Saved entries
Segment Open

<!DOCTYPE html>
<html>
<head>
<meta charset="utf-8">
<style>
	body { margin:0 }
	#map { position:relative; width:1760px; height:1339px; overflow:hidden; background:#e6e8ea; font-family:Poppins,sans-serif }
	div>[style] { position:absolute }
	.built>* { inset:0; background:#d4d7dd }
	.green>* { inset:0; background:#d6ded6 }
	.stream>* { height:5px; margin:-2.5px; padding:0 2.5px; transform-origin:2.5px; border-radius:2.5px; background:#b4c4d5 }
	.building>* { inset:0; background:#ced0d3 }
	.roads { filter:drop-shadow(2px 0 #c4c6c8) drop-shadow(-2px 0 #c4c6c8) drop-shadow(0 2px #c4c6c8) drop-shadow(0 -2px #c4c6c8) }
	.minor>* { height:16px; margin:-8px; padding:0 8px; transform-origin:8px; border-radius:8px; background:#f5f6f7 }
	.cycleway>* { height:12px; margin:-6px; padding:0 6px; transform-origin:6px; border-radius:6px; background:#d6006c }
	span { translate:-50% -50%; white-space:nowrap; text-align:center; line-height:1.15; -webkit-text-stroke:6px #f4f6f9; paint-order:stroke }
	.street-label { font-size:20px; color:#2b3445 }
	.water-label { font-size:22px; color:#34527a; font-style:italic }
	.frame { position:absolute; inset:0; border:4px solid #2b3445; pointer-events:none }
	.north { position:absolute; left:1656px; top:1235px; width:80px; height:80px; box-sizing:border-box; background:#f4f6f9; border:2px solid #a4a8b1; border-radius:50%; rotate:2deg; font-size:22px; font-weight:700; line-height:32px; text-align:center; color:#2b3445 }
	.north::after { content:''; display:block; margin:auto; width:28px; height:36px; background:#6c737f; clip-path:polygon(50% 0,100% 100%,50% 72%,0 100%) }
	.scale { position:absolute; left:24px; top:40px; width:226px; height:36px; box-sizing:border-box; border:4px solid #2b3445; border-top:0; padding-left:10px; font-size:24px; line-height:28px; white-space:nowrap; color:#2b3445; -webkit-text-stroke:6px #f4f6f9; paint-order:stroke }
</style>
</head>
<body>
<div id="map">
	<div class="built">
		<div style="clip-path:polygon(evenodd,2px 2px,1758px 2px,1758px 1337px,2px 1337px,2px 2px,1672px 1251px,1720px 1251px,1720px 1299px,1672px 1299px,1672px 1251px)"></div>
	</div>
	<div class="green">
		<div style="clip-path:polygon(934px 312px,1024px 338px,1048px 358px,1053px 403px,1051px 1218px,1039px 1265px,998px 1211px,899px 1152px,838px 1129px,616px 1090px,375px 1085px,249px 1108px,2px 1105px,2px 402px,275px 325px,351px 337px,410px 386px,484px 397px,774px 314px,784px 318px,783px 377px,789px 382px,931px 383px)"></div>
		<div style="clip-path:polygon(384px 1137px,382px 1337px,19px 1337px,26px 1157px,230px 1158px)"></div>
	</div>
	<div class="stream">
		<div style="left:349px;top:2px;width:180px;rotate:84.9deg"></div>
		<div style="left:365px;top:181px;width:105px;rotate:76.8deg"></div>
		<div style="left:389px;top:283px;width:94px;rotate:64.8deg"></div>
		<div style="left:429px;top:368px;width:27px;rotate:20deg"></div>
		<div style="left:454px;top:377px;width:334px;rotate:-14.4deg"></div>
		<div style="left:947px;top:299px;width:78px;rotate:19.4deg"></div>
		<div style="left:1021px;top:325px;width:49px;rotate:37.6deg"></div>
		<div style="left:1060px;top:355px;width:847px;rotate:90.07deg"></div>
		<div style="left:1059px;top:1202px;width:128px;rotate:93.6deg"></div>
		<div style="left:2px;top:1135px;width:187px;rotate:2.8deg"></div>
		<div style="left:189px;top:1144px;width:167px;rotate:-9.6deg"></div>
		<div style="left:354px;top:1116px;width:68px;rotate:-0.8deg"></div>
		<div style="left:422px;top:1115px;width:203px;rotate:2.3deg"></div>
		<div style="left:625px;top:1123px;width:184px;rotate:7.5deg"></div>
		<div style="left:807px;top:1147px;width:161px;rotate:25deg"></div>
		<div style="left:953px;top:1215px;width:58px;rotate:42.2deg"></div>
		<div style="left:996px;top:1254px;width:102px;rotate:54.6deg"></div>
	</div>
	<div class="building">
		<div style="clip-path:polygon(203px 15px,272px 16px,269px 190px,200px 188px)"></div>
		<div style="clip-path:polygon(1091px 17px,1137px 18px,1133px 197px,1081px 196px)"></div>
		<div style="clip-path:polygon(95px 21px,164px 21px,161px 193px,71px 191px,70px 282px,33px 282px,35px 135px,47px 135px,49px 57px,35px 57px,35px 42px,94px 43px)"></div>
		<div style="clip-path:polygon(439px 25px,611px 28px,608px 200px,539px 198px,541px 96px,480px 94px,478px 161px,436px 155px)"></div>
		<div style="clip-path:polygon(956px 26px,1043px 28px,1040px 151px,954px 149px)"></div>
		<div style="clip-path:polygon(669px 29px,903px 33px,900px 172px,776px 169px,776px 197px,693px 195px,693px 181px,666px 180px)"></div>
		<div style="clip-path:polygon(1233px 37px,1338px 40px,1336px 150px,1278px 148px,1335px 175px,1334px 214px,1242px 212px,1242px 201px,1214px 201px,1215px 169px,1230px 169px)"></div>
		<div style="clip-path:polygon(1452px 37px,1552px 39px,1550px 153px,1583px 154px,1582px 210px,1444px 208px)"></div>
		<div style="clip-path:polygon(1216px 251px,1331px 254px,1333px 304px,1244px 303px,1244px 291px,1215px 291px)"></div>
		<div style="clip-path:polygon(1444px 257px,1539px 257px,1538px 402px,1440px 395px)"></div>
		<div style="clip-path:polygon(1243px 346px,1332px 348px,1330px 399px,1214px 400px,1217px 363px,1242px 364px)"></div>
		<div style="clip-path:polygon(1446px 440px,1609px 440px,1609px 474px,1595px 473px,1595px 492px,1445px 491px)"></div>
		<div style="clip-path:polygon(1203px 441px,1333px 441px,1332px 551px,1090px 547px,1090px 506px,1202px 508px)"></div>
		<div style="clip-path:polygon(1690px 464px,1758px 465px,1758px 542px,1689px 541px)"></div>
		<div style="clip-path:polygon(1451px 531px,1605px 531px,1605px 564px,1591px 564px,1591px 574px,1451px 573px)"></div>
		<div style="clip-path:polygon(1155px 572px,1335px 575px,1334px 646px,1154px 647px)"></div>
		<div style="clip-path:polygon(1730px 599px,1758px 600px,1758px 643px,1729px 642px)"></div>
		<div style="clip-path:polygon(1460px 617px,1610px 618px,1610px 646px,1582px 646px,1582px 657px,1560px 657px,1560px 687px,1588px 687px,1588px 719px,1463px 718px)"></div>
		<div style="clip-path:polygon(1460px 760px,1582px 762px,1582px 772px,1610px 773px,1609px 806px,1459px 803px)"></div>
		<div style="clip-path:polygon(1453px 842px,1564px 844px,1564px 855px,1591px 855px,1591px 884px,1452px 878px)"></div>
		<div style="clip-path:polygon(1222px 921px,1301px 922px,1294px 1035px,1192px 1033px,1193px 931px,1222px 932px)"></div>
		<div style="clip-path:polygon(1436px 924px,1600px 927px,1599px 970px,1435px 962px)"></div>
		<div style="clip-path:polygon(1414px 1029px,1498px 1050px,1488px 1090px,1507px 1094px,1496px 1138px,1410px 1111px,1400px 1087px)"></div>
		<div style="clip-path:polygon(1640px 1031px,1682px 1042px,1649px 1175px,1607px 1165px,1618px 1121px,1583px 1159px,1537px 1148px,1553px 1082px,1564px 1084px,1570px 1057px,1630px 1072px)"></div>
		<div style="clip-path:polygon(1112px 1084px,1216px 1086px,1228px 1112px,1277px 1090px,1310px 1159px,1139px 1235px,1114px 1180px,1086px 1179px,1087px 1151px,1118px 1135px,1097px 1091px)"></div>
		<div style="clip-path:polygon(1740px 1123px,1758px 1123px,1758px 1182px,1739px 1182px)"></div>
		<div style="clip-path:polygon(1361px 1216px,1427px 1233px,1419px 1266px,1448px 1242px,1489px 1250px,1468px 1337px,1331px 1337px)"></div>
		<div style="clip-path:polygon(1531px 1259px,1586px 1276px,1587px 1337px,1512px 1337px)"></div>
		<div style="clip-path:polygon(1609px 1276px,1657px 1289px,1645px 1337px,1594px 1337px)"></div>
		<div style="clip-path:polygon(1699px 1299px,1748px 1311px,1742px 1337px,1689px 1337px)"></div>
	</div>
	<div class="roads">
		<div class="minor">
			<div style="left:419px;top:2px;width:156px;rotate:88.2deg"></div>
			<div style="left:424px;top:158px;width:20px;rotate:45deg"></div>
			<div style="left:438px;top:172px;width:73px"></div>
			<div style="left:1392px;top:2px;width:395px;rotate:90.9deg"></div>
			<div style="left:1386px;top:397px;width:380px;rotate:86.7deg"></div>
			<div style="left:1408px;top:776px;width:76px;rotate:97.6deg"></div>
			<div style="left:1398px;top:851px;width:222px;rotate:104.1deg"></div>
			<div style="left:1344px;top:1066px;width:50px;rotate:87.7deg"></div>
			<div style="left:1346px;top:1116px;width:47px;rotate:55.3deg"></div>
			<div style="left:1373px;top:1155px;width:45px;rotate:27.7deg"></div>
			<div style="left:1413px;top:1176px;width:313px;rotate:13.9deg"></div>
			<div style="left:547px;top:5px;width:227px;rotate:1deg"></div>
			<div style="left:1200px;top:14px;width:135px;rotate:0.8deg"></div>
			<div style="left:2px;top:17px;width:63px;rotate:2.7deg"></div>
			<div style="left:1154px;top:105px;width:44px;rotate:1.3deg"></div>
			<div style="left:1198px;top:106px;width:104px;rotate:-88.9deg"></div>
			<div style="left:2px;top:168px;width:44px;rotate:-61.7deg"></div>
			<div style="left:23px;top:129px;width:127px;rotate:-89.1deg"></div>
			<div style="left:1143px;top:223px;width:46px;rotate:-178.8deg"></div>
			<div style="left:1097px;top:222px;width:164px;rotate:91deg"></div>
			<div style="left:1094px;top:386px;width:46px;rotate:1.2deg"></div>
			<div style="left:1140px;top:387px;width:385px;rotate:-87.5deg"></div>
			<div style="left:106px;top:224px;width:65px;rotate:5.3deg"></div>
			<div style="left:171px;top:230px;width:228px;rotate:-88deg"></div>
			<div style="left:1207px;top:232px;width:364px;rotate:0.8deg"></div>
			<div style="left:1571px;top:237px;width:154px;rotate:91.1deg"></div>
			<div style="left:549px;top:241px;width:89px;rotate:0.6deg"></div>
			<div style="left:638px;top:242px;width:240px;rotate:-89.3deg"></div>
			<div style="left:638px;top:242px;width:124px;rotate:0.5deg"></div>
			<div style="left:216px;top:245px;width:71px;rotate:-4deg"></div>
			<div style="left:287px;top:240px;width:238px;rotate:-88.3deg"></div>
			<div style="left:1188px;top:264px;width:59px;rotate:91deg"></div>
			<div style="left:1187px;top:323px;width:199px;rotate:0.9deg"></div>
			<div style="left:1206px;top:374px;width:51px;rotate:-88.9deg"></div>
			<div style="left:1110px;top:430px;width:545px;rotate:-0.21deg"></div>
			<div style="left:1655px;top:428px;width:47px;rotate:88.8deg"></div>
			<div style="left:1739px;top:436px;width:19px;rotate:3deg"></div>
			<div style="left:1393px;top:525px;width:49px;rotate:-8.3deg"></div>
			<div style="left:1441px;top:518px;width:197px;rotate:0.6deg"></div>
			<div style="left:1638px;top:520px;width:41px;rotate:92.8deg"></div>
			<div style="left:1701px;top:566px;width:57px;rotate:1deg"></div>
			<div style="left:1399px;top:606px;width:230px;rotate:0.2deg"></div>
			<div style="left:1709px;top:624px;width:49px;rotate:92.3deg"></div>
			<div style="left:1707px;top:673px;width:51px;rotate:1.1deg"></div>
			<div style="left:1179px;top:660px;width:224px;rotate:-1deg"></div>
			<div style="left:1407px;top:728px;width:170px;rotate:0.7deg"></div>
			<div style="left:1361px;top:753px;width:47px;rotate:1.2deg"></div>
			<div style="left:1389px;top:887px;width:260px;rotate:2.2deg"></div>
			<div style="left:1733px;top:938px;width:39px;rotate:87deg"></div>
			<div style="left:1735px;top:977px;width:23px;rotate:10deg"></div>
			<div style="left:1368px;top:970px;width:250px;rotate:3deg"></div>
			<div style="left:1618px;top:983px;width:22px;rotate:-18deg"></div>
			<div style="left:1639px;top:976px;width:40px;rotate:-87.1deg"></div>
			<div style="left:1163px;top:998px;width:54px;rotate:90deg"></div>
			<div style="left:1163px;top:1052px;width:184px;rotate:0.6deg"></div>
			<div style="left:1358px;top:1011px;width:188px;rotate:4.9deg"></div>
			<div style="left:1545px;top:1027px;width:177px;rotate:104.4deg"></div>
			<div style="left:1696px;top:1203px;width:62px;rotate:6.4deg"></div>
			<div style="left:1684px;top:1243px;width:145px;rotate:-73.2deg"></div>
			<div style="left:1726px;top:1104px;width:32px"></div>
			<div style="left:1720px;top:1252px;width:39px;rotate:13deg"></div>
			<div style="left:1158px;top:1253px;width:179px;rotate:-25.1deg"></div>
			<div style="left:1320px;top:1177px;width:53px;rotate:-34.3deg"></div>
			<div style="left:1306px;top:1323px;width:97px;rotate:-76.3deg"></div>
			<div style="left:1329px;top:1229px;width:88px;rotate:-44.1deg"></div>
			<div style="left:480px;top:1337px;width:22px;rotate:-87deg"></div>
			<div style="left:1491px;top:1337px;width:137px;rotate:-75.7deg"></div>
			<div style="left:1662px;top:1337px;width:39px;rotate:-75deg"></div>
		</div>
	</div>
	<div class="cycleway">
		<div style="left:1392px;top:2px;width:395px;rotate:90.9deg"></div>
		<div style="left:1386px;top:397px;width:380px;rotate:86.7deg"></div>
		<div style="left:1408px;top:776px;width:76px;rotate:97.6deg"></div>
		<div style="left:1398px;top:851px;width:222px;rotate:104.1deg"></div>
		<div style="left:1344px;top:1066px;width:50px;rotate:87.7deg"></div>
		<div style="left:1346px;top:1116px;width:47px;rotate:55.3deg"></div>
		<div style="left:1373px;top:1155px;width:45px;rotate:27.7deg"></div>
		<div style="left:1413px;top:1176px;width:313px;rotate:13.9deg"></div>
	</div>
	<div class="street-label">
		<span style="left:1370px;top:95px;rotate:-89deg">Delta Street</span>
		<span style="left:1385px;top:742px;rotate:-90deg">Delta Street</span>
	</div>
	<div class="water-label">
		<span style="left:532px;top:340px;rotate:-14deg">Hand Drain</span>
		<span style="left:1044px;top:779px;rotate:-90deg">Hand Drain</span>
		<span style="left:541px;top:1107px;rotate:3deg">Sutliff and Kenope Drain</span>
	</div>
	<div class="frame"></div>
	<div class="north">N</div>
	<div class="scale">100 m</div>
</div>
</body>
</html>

Segment Closed

Counting every line of the records above that has the word "north", state the total and give nothing besides it.

3